Brief: Go through the lines below and copy each one that holds the string "Уманская".

Task input:
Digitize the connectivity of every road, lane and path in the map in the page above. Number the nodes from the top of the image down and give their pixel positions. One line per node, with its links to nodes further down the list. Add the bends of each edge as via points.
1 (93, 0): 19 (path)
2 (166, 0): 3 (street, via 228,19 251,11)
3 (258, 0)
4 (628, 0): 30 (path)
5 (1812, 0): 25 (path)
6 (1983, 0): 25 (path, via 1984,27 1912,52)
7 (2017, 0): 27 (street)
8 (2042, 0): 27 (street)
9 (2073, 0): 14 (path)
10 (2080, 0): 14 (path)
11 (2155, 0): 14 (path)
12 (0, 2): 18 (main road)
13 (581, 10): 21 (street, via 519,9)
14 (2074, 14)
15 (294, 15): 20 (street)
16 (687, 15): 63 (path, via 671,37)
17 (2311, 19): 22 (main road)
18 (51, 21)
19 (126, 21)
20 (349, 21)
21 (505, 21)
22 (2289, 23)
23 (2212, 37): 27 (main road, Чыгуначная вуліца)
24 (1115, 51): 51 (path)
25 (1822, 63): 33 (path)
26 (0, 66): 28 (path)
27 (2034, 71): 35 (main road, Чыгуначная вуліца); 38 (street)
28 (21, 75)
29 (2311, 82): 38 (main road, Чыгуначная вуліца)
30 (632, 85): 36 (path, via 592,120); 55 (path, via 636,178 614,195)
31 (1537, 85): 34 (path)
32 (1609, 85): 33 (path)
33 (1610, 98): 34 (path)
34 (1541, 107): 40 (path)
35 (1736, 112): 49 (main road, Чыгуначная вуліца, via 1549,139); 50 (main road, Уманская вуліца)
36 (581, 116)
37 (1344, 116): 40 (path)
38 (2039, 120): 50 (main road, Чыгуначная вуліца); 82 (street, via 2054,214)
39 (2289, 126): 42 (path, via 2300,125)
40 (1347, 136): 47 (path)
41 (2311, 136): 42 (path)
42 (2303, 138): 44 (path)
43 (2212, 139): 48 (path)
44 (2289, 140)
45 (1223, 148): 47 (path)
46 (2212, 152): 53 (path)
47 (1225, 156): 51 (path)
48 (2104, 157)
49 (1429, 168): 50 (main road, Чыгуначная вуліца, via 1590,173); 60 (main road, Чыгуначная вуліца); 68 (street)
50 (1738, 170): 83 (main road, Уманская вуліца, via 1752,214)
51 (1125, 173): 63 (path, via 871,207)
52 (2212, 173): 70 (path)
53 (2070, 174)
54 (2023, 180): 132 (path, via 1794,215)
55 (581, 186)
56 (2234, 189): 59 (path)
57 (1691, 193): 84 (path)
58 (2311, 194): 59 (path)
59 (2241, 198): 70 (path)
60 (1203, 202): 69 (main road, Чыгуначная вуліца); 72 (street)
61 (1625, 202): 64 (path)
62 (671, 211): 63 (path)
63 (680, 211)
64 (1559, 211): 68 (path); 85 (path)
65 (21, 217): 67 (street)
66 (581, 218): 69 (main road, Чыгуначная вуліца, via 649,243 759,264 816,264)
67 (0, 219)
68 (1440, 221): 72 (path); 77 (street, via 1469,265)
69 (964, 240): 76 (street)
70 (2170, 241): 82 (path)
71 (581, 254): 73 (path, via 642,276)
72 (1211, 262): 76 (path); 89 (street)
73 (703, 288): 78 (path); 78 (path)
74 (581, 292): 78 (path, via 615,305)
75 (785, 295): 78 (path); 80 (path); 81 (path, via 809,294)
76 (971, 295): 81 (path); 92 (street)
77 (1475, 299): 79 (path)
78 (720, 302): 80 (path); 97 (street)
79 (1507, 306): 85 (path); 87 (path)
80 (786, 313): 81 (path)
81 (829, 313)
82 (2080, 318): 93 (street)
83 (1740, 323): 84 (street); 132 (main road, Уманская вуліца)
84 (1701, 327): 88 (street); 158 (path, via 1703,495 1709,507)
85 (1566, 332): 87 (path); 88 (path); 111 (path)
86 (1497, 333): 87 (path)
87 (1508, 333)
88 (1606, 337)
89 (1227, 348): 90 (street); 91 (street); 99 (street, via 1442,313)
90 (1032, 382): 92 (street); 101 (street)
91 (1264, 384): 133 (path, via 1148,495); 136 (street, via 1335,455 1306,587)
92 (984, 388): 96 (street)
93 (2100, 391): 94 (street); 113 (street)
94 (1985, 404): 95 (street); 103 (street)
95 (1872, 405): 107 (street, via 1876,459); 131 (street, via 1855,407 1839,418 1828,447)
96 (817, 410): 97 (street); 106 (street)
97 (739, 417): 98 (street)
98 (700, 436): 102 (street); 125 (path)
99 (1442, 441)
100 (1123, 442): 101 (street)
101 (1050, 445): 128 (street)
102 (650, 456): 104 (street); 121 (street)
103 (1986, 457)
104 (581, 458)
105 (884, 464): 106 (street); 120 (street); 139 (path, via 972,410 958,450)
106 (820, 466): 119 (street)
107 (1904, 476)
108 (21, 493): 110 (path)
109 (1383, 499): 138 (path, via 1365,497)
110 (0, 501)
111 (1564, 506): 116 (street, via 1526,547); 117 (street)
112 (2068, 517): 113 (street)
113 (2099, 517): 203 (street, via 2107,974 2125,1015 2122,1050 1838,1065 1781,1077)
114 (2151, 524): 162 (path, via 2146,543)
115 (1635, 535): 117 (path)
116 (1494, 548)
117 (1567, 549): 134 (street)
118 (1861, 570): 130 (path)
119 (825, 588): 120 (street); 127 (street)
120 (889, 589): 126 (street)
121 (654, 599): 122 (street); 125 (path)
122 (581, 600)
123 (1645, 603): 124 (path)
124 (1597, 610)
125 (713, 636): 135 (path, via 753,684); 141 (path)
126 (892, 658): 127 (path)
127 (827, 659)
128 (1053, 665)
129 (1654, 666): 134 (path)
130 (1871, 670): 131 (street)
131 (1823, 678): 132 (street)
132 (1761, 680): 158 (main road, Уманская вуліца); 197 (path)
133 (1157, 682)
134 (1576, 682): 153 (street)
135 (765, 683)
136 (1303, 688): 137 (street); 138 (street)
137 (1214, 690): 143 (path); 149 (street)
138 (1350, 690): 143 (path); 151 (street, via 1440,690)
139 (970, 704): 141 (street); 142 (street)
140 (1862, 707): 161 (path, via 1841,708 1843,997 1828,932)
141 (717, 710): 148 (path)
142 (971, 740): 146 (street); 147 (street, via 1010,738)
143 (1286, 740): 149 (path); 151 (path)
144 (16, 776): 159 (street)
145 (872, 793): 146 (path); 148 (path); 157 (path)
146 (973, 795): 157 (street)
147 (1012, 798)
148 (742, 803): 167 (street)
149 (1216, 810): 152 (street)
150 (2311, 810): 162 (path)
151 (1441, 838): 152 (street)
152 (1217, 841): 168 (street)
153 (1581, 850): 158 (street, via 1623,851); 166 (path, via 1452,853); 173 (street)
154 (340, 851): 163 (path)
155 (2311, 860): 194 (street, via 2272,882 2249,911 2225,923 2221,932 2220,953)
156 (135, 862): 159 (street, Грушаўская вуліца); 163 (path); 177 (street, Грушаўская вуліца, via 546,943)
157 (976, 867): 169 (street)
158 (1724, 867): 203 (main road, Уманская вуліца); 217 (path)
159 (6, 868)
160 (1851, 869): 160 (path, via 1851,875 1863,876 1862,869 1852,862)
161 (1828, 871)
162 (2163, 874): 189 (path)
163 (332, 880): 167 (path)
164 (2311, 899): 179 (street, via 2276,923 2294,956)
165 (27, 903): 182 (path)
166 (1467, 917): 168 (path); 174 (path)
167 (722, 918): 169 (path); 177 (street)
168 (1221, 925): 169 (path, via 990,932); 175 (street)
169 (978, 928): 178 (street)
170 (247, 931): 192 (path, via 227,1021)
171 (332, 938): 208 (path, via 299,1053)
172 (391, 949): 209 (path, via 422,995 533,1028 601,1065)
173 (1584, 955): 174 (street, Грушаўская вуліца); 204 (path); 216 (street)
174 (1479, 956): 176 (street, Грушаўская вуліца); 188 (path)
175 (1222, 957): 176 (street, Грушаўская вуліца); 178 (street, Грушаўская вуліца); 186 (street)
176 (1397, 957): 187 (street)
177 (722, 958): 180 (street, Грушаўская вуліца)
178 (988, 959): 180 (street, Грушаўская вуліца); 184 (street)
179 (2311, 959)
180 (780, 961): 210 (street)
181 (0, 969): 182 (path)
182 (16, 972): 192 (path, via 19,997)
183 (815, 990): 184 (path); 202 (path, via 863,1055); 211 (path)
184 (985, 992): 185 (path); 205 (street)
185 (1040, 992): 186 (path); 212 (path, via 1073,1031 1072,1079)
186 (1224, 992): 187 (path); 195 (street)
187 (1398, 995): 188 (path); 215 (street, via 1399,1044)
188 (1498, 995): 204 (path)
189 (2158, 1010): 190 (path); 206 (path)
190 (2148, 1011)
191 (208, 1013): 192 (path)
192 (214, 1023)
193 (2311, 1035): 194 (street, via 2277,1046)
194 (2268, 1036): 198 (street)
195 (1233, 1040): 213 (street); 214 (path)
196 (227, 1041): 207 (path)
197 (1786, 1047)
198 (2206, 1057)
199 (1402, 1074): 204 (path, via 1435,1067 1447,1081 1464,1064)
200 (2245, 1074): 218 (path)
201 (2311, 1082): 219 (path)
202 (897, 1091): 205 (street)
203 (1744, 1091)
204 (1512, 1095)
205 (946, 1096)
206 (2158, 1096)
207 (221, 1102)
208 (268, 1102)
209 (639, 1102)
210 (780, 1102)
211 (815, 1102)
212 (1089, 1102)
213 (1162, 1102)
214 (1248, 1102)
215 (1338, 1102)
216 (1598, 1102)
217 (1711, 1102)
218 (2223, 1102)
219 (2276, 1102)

Task answer:
35 (1736, 112): 49 (main road, Чыгуначная вуліца, via 1549,139); 50 (main road, Уманская вуліца)
50 (1738, 170): 83 (main road, Уманская вуліца, via 1752,214)
83 (1740, 323): 84 (street); 132 (main road, Уманская вуліца)
132 (1761, 680): 158 (main road, Уманская вуліца); 197 (path)
158 (1724, 867): 203 (main road, Уманская вуліца); 217 (path)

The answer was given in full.